What the task asks:
Output exactly those lines of the data that lie between the line containing "ring pip: (898, 706)" and the final line, both ends counted.

Excerpted data:
= = = = =

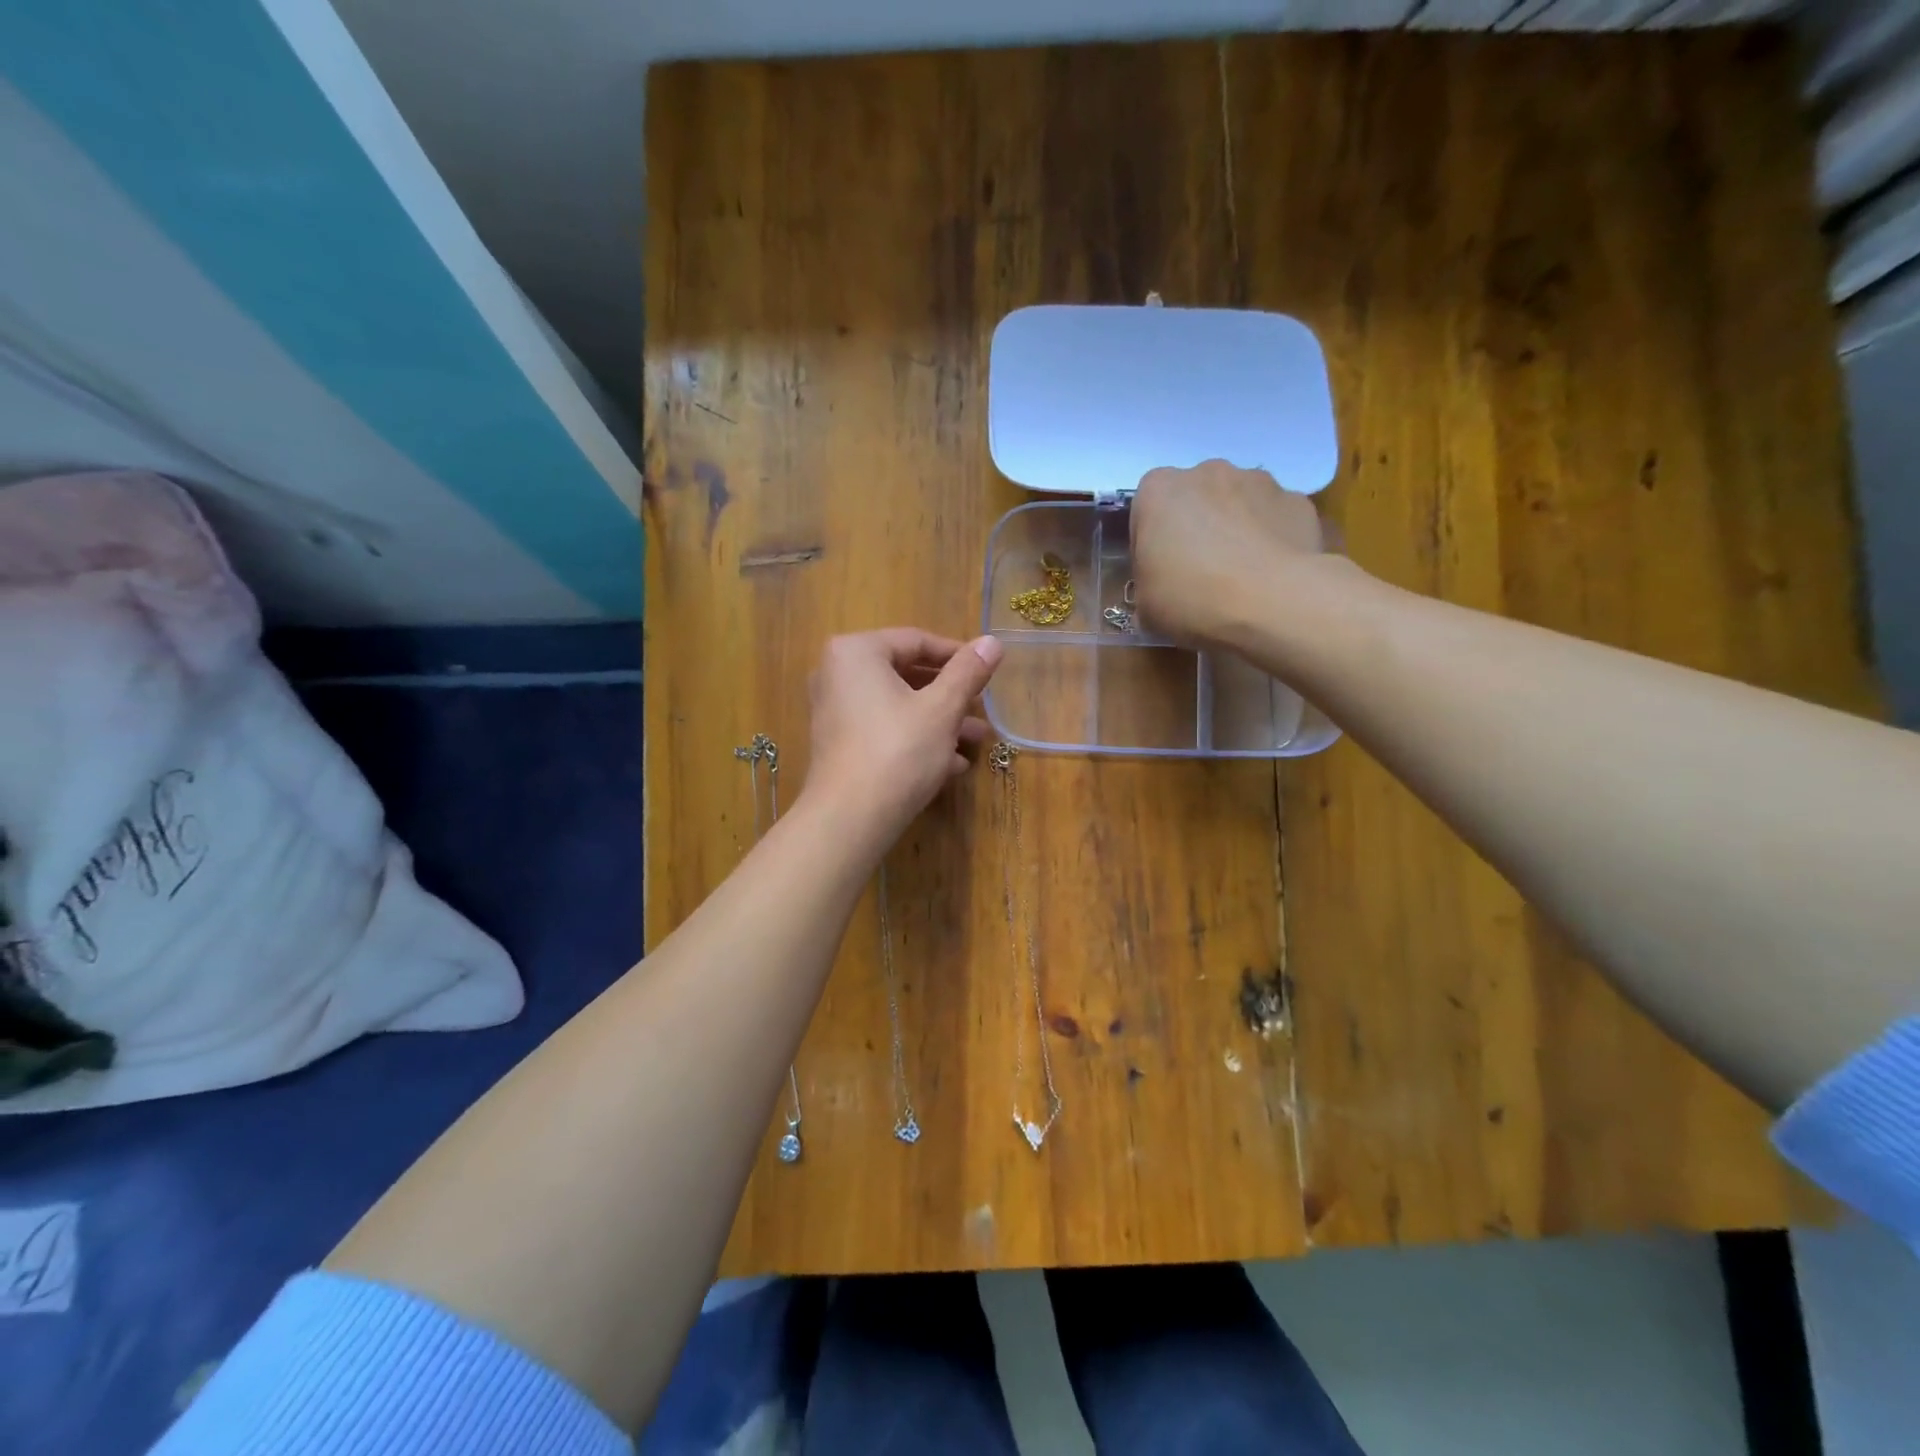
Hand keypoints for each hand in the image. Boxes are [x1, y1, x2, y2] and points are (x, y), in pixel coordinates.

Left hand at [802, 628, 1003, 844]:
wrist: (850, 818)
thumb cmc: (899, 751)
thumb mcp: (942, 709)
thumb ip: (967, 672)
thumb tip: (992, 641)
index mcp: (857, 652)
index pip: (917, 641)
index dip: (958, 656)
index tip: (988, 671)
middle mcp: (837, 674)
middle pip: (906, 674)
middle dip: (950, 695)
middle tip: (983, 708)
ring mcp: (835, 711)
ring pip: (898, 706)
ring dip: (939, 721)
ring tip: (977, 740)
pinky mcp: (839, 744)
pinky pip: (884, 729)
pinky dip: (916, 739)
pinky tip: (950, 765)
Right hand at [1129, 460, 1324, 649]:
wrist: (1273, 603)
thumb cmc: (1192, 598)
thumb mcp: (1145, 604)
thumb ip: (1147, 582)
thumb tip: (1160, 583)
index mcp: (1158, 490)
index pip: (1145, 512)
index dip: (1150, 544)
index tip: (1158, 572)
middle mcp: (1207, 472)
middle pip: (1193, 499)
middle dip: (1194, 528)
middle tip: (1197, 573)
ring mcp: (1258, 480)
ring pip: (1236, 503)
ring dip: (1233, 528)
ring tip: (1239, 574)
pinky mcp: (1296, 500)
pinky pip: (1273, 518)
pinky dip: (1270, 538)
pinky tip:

= = = = =

Solution for this task:
ring pip: (898, 706)
ring dip: (939, 721)
ring tip: (977, 740)
pinky mcp: (839, 744)
pinky pip: (884, 729)
pinky dip: (916, 739)
pinky tip: (950, 765)
Right hand at [1129, 460, 1324, 649]:
wrist: (1273, 603)
thumb cmc: (1192, 598)
thumb mcp: (1145, 604)
thumb ip: (1147, 582)
thumb tip: (1160, 583)
index mcp: (1158, 490)
index pip: (1145, 512)
index dip: (1150, 544)
index tip: (1158, 572)
middle mcp: (1207, 472)
middle pip: (1193, 499)
middle dip: (1194, 528)
middle tip: (1197, 573)
ring mcp: (1258, 480)
ring pip: (1236, 503)
ring dip: (1233, 528)
ring tip: (1239, 574)
pinky mcp: (1296, 500)
pinky pip: (1273, 518)
pinky dip: (1270, 538)
pinky tip:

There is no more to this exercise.